[RECORDS TO PROCESS — start]
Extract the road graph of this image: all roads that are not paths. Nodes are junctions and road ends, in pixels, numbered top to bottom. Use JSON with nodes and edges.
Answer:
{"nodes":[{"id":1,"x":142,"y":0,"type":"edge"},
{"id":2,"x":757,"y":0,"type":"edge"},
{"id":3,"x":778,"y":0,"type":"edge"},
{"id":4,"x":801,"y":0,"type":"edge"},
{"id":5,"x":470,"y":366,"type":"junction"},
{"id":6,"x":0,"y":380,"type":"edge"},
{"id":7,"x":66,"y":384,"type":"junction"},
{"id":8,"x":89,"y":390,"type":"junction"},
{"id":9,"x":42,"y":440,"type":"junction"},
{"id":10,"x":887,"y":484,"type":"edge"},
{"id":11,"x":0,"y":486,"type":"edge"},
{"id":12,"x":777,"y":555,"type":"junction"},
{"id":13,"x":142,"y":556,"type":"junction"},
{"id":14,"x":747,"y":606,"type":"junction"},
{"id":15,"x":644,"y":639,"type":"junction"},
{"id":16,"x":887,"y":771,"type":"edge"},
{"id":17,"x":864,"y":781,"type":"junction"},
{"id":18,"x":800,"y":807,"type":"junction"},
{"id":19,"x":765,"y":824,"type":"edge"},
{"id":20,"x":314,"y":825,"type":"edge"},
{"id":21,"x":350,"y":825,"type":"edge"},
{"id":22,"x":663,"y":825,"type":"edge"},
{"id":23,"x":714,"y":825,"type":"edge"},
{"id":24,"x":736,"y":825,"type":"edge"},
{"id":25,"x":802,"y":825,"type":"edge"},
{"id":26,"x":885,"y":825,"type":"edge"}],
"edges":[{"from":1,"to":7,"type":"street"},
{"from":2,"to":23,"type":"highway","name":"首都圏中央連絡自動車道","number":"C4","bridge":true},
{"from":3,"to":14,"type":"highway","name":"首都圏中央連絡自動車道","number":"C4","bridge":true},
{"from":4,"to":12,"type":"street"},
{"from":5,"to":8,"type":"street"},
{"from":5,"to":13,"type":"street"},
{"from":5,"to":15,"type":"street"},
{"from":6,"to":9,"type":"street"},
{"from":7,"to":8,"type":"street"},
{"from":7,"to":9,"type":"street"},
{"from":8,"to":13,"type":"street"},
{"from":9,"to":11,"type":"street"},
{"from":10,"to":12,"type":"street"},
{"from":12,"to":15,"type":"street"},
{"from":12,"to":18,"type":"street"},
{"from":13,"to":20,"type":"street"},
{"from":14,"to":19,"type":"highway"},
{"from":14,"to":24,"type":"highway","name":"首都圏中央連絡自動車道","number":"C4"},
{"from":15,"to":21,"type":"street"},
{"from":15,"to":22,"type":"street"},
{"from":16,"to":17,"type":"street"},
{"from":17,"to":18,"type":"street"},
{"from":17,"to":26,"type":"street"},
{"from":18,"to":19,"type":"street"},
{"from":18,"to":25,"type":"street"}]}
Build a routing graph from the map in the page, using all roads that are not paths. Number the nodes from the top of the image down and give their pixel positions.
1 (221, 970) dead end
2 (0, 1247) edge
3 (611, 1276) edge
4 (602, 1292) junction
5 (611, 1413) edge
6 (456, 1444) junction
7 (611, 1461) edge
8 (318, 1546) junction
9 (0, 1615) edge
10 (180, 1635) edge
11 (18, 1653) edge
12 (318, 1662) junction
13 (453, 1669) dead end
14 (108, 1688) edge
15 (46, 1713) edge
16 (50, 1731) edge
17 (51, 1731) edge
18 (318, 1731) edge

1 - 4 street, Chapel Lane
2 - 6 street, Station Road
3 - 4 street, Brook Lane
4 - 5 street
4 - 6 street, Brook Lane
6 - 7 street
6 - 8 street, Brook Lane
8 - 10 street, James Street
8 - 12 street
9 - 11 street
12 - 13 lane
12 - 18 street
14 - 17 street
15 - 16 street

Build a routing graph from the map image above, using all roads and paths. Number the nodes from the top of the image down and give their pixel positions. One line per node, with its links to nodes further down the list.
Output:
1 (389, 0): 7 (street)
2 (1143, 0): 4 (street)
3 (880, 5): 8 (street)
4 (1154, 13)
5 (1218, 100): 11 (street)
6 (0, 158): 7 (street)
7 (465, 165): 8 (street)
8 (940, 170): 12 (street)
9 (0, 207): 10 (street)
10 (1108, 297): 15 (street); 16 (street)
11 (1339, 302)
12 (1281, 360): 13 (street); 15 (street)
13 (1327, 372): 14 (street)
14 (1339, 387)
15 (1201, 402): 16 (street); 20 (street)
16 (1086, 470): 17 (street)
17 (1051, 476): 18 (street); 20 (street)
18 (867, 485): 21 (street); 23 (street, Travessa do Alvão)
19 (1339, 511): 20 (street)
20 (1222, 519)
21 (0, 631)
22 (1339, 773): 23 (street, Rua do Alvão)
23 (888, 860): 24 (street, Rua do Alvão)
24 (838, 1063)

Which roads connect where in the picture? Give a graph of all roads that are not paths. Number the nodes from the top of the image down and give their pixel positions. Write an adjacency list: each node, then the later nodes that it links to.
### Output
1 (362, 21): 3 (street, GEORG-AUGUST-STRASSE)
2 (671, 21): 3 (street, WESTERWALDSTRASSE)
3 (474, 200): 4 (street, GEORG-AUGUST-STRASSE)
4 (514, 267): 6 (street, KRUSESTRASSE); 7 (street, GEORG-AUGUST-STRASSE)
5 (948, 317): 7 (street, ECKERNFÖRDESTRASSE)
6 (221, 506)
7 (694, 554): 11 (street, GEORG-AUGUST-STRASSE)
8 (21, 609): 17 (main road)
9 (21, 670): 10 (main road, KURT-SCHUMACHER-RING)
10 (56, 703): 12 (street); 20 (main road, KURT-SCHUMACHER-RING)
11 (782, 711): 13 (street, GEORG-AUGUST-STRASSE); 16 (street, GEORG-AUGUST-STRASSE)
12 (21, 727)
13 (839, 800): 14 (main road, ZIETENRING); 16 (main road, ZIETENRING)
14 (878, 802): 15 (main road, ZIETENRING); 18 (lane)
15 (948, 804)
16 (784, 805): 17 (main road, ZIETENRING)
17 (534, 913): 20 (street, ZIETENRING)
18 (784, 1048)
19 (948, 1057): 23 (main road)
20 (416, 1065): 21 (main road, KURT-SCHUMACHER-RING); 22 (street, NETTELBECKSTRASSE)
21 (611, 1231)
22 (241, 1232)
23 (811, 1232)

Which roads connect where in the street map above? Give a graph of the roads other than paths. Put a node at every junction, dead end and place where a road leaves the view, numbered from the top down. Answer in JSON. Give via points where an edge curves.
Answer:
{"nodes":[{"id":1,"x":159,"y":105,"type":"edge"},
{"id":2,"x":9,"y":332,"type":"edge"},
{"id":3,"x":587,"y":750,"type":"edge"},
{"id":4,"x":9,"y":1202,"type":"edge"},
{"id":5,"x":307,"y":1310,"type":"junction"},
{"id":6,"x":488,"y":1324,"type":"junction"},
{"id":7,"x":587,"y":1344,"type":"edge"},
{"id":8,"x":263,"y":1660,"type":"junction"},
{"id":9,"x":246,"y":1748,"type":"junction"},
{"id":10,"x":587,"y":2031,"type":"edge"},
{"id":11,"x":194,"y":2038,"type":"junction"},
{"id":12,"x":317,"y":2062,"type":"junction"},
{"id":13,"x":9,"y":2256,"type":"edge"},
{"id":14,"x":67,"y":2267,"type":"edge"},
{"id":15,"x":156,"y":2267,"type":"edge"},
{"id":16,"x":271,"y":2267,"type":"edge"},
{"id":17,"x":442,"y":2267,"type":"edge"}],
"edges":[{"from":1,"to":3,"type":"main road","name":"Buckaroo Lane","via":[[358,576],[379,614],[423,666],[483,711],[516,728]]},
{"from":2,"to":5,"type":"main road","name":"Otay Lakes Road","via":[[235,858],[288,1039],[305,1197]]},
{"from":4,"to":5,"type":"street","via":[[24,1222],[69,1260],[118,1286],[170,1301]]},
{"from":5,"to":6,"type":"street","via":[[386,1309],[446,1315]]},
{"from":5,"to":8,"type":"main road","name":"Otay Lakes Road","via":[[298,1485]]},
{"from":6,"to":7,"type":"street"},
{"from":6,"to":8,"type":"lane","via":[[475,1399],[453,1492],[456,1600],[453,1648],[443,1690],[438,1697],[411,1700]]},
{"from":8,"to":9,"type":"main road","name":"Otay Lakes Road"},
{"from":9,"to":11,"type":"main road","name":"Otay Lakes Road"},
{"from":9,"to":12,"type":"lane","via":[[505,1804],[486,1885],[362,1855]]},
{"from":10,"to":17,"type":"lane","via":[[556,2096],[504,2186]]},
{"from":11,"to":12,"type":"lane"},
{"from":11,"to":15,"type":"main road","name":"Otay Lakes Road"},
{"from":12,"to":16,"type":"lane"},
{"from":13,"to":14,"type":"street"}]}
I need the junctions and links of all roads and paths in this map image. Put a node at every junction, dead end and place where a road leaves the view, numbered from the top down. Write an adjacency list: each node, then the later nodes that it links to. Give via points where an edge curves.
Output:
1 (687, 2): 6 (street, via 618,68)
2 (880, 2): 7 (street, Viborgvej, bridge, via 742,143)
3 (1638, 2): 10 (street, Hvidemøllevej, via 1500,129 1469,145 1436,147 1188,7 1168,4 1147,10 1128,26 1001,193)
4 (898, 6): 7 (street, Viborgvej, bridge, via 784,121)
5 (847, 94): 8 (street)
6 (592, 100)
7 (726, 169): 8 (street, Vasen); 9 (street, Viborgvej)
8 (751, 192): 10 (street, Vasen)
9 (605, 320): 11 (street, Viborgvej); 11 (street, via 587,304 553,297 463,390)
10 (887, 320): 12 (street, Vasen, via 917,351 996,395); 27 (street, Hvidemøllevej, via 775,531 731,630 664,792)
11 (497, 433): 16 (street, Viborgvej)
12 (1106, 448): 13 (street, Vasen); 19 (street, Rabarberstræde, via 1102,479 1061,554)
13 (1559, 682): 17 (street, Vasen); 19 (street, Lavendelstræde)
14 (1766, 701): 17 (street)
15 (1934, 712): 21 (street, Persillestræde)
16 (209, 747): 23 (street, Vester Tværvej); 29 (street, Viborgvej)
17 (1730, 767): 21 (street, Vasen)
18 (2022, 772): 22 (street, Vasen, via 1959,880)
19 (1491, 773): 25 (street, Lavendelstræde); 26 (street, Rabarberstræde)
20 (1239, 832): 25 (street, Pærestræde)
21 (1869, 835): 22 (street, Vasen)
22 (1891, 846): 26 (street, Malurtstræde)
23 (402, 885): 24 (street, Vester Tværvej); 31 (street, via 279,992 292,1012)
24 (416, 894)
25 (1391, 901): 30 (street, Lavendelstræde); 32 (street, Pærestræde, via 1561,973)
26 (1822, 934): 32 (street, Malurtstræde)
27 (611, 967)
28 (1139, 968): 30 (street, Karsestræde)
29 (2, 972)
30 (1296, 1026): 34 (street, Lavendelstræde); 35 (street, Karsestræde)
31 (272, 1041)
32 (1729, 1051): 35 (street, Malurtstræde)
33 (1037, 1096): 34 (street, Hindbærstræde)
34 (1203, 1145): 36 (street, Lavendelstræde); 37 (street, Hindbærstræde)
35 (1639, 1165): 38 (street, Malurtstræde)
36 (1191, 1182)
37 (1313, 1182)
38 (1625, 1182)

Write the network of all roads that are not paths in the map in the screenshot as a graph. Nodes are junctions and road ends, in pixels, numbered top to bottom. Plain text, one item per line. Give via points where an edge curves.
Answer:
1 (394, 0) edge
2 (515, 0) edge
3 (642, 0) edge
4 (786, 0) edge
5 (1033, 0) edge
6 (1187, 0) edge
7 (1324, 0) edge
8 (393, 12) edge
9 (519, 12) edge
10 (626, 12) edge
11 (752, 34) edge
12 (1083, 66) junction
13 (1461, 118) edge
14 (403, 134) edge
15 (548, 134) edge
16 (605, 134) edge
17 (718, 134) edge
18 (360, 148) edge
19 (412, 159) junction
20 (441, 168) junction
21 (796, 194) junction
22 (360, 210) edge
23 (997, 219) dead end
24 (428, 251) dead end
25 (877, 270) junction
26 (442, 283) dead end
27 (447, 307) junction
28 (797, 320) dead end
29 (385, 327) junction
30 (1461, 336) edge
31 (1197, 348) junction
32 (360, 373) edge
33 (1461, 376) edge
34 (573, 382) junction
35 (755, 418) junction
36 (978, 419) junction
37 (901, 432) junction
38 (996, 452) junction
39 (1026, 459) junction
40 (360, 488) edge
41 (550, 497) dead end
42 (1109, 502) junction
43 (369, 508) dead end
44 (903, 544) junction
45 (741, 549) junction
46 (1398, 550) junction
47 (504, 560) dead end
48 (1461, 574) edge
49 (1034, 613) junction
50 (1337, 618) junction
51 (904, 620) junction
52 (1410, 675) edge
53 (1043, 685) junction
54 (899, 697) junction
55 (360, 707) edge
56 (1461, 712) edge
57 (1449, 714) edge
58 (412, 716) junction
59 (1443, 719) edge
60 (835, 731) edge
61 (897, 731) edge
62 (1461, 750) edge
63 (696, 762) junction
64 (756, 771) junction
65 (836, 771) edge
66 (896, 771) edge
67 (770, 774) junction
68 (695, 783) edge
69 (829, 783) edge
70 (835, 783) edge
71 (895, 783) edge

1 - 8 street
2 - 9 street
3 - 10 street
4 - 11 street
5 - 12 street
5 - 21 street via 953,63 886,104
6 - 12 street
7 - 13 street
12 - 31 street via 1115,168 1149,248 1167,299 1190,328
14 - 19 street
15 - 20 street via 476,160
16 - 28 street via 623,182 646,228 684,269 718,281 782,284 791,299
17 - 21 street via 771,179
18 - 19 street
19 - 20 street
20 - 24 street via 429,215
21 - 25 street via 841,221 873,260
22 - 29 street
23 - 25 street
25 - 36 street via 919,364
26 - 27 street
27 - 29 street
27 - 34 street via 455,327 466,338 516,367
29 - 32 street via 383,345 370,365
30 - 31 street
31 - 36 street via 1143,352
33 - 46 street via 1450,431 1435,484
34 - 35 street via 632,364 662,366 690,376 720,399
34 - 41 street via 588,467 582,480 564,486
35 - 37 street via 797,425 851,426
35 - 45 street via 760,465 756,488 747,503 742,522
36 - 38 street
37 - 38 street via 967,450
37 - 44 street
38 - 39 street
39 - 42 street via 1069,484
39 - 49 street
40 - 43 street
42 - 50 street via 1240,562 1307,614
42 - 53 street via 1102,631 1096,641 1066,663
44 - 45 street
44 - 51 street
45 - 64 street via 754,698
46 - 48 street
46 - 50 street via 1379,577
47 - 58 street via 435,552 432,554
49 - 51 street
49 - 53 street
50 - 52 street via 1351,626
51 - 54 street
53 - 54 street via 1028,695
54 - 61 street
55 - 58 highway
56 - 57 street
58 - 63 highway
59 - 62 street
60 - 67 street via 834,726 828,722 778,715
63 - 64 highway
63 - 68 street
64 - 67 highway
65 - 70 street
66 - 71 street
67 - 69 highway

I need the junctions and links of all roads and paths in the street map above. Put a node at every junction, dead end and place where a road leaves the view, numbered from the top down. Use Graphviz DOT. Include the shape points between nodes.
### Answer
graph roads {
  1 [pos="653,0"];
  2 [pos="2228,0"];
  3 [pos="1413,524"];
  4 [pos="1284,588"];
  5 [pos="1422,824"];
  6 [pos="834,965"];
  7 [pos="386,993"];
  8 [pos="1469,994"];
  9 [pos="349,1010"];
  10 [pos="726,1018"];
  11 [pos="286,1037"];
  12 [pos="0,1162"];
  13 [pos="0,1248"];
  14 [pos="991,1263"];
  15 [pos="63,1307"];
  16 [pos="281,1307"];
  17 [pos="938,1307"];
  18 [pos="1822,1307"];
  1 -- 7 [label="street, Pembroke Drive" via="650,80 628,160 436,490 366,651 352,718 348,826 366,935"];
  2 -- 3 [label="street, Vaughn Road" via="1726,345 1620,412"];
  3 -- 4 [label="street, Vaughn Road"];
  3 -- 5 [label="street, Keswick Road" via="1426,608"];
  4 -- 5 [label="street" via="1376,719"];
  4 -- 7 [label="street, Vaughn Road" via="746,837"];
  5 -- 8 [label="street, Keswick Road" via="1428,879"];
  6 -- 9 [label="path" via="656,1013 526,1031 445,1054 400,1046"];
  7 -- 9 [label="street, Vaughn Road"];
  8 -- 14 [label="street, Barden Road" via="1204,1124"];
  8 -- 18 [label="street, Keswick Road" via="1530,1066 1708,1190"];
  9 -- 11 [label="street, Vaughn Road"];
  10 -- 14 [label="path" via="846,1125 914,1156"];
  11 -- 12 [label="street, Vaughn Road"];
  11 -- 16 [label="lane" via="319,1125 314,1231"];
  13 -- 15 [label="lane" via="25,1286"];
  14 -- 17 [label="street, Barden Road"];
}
[RECORDS TO PROCESS — finish]
EXERCISE OBJECTIVE:
Filter this listing and copy only the lines holding the word "AUGUST".

SOLUTION TO THIS TASK:
1 (362, 21): 3 (street, GEORG-AUGUST-STRASSE)
3 (474, 200): 4 (street, GEORG-AUGUST-STRASSE)
4 (514, 267): 6 (street, KRUSESTRASSE); 7 (street, GEORG-AUGUST-STRASSE)
7 (694, 554): 11 (street, GEORG-AUGUST-STRASSE)
11 (782, 711): 13 (street, GEORG-AUGUST-STRASSE); 16 (street, GEORG-AUGUST-STRASSE)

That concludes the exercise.